— INPUT FOR THIS TASK —
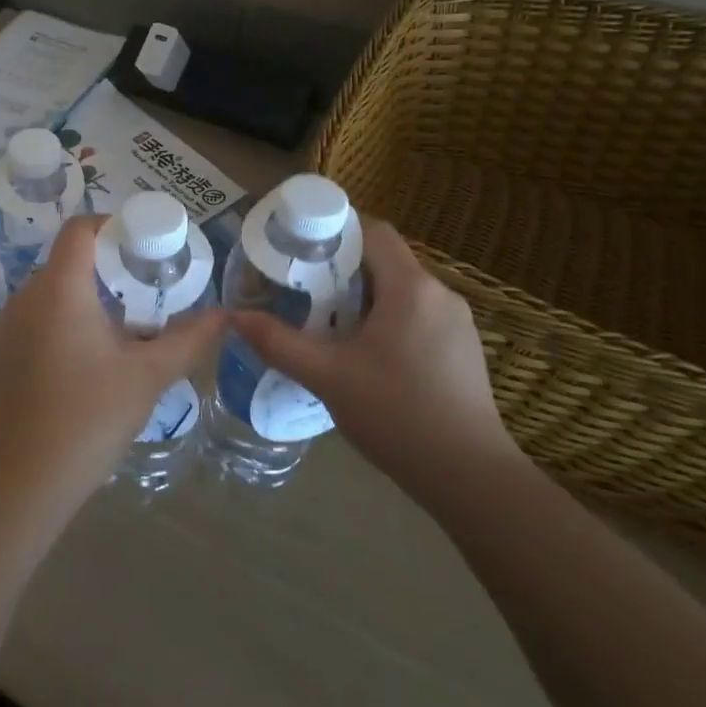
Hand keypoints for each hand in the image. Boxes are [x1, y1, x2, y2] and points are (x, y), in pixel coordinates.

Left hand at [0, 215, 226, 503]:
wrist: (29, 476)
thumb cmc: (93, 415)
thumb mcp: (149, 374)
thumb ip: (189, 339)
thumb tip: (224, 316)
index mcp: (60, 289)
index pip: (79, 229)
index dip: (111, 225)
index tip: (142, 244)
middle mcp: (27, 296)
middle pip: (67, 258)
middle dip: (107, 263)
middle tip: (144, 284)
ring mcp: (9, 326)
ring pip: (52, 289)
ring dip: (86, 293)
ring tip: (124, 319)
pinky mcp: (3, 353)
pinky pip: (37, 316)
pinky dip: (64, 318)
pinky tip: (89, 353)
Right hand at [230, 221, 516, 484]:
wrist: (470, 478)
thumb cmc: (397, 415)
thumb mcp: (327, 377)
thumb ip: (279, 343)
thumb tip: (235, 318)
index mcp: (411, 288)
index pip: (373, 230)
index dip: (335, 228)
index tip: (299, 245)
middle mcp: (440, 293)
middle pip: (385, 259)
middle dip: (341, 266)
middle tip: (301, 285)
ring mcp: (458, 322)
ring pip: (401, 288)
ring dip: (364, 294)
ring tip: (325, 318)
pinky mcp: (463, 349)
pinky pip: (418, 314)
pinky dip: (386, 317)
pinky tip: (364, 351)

==

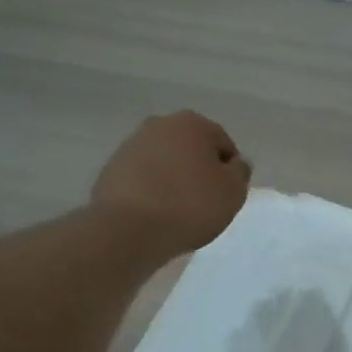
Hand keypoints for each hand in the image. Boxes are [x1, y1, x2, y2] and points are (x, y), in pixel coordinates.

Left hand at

— ASSIGNMENT —
Word for word, restate the lines of the data above that fall between the line holding "thumb cmc: (397, 415)" and the line holding "pinky tip: (364, 351)", inclusive, and no other lines.

— WORKED SOLUTION —
thumb cmc: (397, 415)
thumb mcp: (327, 377)
thumb ip: (279, 343)
thumb tip: (235, 318)
index mcp: (411, 288)
index pip: (373, 230)
index dip: (335, 228)
index tip: (299, 245)
middle mcp: (440, 293)
middle pip: (385, 259)
middle dip: (341, 266)
middle tip: (301, 285)
ring mcp: (458, 322)
ring pip: (401, 288)
ring dip: (364, 294)
ring tip: (325, 318)
pinky mcp: (463, 349)
pinky pip: (418, 314)
pinky dip: (386, 317)
pinky tip: (364, 351)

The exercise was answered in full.